North Stradbroke Island wetland probe turns up ice age scientific finds

STRADDIE WETLANDS: A movie crew works as the sun sinks on wetlands at North Stradbroke Island. Photo: Hing Ang.
STRADDIE WETLANDS: A movie crew works as the sun sinks on wetlands at North Stradbroke Island. Photo: Hing Ang.

AN investigation of wetlands on North Stradbroke Island has the potential to rewrite what scientistS know about climate change in Australia since the last ice age, say scientists.

Government scientists, working with University of Adelaide, have found a trove of climate and biodiversity data on Brisbane’s doorstep, reaching back an astonishing 200,000 years.

Science Department principal scientist Jonathan Marshall said the core-dating investigations he and his colleagues conducted on North Stradbroke Island (Minjerribah) indicated there have been persistent wetland areas on the island for at least 40,000 years, and probably longer.

“Through our collaborative work … we have discovered that North Stradbroke Island is an Australian exception,” Dr Marshall said.

“We cored and dated 16 wetlands on the island and found six dating to the Last Glacial Maximum or earlier, with one being more than 200,000 years old.”

The bulk of Redlands drinking water is drawn from water tables on North Stradbroke, with conservationists and scientists having warned previously about the danger of drawing too much from the island.

Last week Seqwater announced that it was too expensive to restore the gates to the Leslie Harrison Dam, a move that reduces its contribution to local drinking water supplies and cuts dam supplies by about 50 per cent. 
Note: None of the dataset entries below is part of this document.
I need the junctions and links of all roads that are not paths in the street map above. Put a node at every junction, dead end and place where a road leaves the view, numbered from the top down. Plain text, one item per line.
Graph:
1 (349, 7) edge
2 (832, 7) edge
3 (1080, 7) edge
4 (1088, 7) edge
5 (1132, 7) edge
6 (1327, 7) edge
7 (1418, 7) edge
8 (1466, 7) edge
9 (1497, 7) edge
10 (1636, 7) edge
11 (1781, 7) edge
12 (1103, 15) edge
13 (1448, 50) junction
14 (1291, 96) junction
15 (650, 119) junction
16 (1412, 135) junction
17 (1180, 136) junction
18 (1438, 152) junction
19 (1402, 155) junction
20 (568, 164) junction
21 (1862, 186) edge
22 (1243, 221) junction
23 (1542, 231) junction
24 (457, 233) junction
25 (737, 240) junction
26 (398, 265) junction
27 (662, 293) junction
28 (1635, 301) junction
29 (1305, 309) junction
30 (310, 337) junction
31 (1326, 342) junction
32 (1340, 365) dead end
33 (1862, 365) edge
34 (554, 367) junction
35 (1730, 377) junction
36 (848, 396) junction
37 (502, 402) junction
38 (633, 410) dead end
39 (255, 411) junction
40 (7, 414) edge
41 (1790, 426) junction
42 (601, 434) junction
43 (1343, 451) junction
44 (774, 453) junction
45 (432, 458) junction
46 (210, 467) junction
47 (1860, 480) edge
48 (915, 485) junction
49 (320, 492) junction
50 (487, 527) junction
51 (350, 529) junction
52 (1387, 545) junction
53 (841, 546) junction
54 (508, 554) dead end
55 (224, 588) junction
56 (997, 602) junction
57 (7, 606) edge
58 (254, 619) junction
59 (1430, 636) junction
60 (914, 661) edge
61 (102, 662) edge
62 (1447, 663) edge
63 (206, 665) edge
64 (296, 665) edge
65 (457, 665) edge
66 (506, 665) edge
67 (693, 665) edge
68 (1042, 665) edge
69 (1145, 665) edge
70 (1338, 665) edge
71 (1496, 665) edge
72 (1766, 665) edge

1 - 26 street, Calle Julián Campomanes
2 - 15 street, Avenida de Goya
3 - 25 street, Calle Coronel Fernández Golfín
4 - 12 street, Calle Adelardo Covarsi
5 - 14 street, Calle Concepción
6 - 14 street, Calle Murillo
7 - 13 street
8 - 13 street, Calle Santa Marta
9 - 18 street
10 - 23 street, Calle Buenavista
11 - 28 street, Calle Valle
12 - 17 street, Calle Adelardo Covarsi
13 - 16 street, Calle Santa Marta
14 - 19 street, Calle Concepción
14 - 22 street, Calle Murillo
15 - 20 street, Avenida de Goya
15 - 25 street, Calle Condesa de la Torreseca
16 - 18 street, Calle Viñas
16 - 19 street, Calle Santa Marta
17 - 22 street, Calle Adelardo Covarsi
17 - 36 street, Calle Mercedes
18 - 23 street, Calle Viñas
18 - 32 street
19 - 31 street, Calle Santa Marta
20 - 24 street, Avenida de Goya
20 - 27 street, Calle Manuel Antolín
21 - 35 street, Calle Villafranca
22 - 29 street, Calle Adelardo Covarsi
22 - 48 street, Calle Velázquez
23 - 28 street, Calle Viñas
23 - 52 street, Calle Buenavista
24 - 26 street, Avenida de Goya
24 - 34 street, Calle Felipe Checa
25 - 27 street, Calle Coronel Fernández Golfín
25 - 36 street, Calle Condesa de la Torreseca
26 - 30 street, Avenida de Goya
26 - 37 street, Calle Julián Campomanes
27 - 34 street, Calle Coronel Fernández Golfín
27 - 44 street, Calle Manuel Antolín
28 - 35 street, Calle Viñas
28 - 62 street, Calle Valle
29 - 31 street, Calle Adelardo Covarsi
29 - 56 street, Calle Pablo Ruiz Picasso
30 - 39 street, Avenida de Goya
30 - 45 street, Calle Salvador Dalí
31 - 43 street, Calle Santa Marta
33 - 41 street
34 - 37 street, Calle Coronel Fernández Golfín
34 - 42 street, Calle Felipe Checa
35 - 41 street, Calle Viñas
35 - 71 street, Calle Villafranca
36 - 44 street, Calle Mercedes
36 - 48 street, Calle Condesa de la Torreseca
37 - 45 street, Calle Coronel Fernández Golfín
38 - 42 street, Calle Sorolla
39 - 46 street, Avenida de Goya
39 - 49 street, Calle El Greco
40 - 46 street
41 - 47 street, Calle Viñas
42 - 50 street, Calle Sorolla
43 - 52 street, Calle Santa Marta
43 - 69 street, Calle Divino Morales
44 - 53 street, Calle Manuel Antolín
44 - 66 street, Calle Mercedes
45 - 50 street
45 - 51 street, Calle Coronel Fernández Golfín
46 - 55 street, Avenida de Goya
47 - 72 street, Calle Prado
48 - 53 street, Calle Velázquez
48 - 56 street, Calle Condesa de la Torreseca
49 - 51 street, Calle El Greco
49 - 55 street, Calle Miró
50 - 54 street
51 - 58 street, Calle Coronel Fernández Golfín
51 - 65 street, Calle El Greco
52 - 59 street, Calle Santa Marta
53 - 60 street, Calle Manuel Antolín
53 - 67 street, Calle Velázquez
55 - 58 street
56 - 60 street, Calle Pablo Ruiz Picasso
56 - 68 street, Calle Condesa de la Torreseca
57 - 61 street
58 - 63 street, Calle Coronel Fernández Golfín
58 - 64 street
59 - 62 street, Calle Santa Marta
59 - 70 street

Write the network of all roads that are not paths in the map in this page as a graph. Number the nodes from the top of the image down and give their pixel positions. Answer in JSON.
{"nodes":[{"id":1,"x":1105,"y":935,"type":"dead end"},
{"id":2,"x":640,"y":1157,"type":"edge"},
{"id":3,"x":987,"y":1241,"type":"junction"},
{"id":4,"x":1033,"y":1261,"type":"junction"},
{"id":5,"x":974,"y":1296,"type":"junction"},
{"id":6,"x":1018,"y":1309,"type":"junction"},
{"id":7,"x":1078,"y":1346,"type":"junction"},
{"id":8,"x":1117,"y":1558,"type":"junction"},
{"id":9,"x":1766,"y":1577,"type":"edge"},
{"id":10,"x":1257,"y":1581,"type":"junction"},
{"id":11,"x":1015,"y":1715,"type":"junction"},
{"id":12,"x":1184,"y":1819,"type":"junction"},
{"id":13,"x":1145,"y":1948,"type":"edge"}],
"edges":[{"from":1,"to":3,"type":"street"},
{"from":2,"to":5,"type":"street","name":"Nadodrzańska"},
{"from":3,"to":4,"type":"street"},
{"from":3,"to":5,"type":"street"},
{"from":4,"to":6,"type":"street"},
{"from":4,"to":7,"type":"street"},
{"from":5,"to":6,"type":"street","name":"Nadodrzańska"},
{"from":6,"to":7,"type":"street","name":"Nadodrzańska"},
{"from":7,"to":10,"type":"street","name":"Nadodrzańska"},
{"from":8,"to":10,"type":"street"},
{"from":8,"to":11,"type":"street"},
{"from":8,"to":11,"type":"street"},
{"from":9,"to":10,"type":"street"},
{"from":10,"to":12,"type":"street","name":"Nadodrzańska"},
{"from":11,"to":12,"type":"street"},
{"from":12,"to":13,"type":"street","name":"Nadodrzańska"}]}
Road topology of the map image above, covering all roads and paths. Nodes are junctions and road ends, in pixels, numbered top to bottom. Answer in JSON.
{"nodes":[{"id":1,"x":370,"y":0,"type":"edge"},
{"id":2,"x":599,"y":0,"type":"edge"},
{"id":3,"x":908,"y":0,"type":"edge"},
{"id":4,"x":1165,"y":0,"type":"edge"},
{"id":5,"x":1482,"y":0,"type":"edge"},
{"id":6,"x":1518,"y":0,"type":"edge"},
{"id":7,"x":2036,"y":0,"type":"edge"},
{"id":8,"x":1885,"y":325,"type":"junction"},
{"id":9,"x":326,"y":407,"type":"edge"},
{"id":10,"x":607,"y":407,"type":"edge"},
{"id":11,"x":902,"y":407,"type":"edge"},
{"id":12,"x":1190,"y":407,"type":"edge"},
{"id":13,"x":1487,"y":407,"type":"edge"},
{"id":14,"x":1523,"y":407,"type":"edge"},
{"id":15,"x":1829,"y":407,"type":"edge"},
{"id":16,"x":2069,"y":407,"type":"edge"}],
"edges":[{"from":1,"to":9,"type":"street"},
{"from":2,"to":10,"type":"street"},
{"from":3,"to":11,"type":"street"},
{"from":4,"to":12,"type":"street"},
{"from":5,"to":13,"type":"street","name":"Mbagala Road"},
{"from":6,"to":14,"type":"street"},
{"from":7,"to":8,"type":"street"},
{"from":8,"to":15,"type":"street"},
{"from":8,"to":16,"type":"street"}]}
Straddie wetland project leader Dr John Tibby said the persistence of island wetlands suggested that for much of the past 40,000 years, and for perhaps much longer, the local environment had remained relatively moist.

“This may partly be due to links between these wetlands and the island’s groundwater systems, which act as water reservoirs during periods of rainfall deficit,” Dr Tibby said.

“During what was otherwise a particularly dry period in Australia’s ancient past, these persistently moist regions are thought to have played a unique role in maintaining biodiversity.

“This unique and remarkably long and uninterrupted record of climatic conditions in south-east Queensland will greatly improve our understanding about the drivers of both local and regional climate variability.”

Quandamooka Yoolooburrabee Aboriginal Corporation traditional owner Darren Burns said the scientific evidence confirmed the existence of local natural resources, which the Quandamooka people would have utilised to enable them to live on the island.

“Coupled with the existence of the Pleistocene sites, this study demonstrates the long and extensive connection Quandamooka people have to our ancient land,” Mr Burns said.

Science Minister Leeanne Enoch said that by studying cores taken from freshwater lakes and swamps on Straddie, the team had made a world-class contribution to climate science.

“I’d like to acknowledge the paradigm-changing work of the team, led by Dr John Tibby from the University of Adelaide, and including DSITI scientists Drs Jonathan Marshall, Glenn McGregor and Tim Page,” she said.

“As a Quandamooka woman originally from North Stradbroke Island, I am proud of the fact Minjerribah Moorgumpin elders assisted in the coordination of the extensive field work required for this detailed scientific investigation.

“The significance of this research is that it greatly adds to our understanding of the ancient climatic changes that shaped our country, our wildlife and our first peoples.

“Until now, few Australian sites had offered detailed information about what was happening at wetlands since the last great ice age, which peaked around 15,000 years ago.”